In another bowl, combine all the liquid ingredients: vegetable oil, olive oil, orange juice with dissolved baking soda. Add the sugar and mix well until the sugar dissolves (to make the dough light and not heavy).
Once the sugar has dissolved, gradually add the sifted flour and baking powder. Initially, mix with a whisk and then continue mixing with your hands. Be gentle and try to incorporate as little air as possible. Do not knead the dough for too long; once you have added all the flour, mix it for about 4-5 strokes. Overworking the dough will make it dense.
The dough should have a soft, pliable consistency and be oily. Let it rest for about 20 minutes, covered with plastic wrap. During this time, the flavors will meld.
Start shaping the melomakarona. Have a bowl with the walnuts nearby.
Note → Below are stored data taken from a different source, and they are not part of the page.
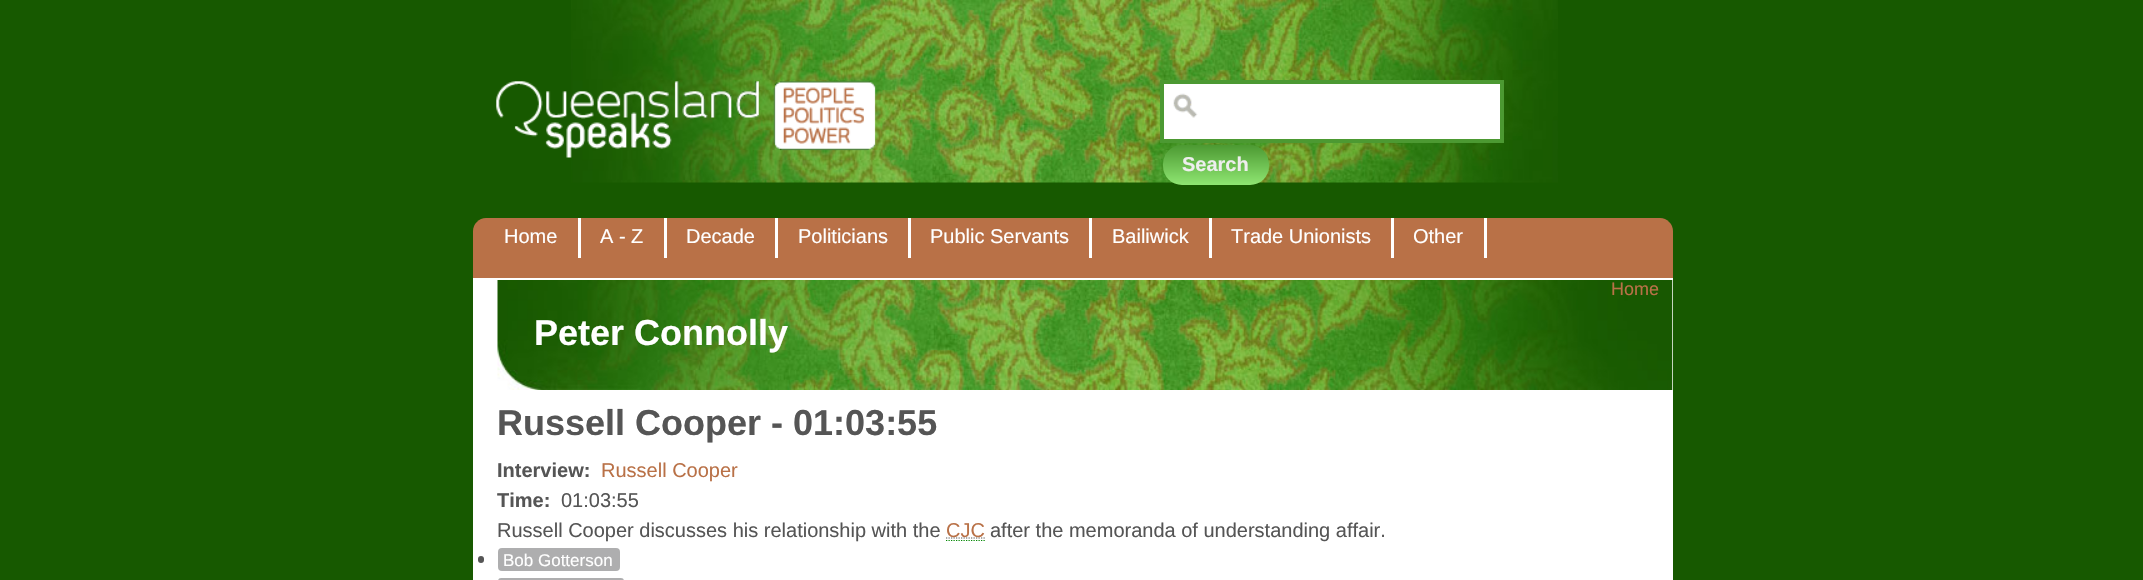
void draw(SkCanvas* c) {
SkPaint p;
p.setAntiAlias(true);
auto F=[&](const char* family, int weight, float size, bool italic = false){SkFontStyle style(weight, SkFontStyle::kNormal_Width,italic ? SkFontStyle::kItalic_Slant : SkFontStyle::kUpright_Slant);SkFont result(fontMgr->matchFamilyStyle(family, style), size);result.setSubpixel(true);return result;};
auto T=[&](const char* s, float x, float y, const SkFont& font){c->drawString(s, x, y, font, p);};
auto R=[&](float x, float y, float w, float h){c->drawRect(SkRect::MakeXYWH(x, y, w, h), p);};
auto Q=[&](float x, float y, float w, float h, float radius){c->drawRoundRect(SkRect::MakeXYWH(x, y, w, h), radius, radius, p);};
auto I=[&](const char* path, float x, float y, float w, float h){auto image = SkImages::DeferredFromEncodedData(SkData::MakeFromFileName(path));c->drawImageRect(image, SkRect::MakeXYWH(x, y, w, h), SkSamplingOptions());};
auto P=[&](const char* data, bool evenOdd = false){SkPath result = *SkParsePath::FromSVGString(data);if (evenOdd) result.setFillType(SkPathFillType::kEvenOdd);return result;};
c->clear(0xff175900);
I("1.png",571,0,987,183);
I("2.png",496,81,380,77);
p.setColor(0xffffffff);
R(1164,84,336,55);
I("3.png",1173,93,25,25);
p.setStroke(true);
p.setStrokeWidth(4);
p.setColor(0xff4c9932);
c->drawRect(SkRect::MakeXYWH(1162,82,340,59),p);
p.setStroke(false);
{
const SkColor colors[] = {0xff4c9932,0xff8fe672};
const float stops[] = {0,1};
const SkPoint ends[] = {{1163,145}, {1163,185}};
p.setShader(SkGradientShader::MakeLinear(ends, colors, stops, 2, SkTileMode::kClamp));
p.setAlpha(255);
}
Q(1163,145,106,40,19);
auto f1 = F("Liberation Sans",700,20);
p.setShader(nullptr);
p.setColor(0xffeeeeee);
T("Search",1182,171,f1);
p.setColor(0xffb97147);
c->drawPath(P("M486 218h1174c7 0 13 6 13 13v49h-1200v-49c0-7 6-13 13-13z"),p);
p.setColor(0xffffffff);
R(473,278,1200,302);
R(578,218,3,40);
auto f2 = F("Liberation Sans",400,20);
T("Home",504,243,f2);
R(664,218,3,40);
T("A - Z",600,243,f2);
R(775,218,3,40);
T("Decade",686,243,f2);
R(908,218,3,40);
T("Politicians",798,243,f2);
R(1089,218,3,40);
T("Public Servants",930,243,f2);
R(1209,218,3,40);
T("Bailiwick",1112,243,f2);
R(1391,218,3,40);
T("Trade Unionists",1231,243,f2);
R(1484,218,3,40);
T("Other",1413,243,f2);
I("4.png",497,280,1176,110);
auto f3 = F("Liberation Sans",400,18);
p.setColor(0xffb97147);
T("Home",1611,295,f3);
auto f4 = F("Liberation Sans",700,36);
p.setColor(0xffffffff);
T("Peter Connolly",534,345,f4);
p.setColor(0xff555555);
T("Russell Cooper - 01:03:55",497,435,f4);
T("Interview:",497,477,f1);
p.setColor(0xffb97147);
T("Russell Cooper",601,477,f2);
p.setColor(0xff555555);
T("Time:",497,507,f1);
T("01:03:55",561,507,f2);
T("Russell Cooper discusses his relationship with the",497,537,f2);
p.setStroke(true);
p.setStrokeWidth(1.2);
p.setPathEffect(SkDashPathEffect::Make({{1.25f,1.25f}}, 0));
c->drawPath(P("M946 538h39"),p);
p.setPathEffect(nullptr);
p.setStroke(false);
p.setColor(0xffb97147);
T("CJC",946,537,f2);
p.setStroke(true);
p.setColor(0xff008800);
p.setPathEffect(SkDashPathEffect::Make({{1.25f,1.25f}}, 0));
c->drawPath(P("M946 540.5h39"),p);
p.setPathEffect(nullptr);
p.setStroke(false);
p.setColor(0xff555555);
T("after the memoranda of understanding affair.",990,537,f2);
Q(478,556,6,7,3);
p.setColor(0xffaeaeaf);
Q(498,548,122,23,4);
auto f5 = F("Liberation Sans",400,17);
p.setColor(0xffffffff);
T("Bob Gotterson",503,566,f5);
p.setColor(0xffaeaeaf);
Q(498,578,126,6,4);
}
Take a small amount of dough and press it in your palm to form a small disk. Place a piece of walnut in the center and fold the dough around it, forming a small cookie. Place it on a baking sheet. Continue until all the dough is used, making small walnut-sized melomakarona. Once a baking sheet is full, lightly pierce each cookie with a fork. This will help them absorb the syrup more easily. Bake the melomakarona in a preheated oven at 160 degrees Celsius (320 degrees Fahrenheit) for about 20 minutes. Bake one sheet at a time. They are ready when they turn golden and easily come off the baking sheet.
Allow them to cool completely.
For the syrup: In a saucepan, combine all the ingredients for the syrup and bring to a boil. Once it boils, skim off the foam and reduce the heat to a simmer. Dip the cooled melomakarona into the syrup, a few at a time, to control the level of syrup absorption. For walnut-sized cookies, 15 seconds in the syrup is sufficient. After dipping, place them on a wire rack to drain and cool. Separate the melomakarona into three portions.
For the topping: Melt the dark chocolate, white chocolate, and milk chocolate separately using a double boiler or a microwave, if available. Once melted, spoon the chocolate over each melomakarono. Shake the wire rack gently to allow the chocolate to spread evenly. Place a whole or crushed walnut on top of each cookie. Repeat the process with the remaining chocolates.
Place the wire rack with the melomakarona in the refrigerator and let them cool completely.
Finally, transfer them to serving plates, keeping them covered until ready to serve.
You can enjoy your chocolate-filled melomakarona with a delicious walnut filling and rich chocolate!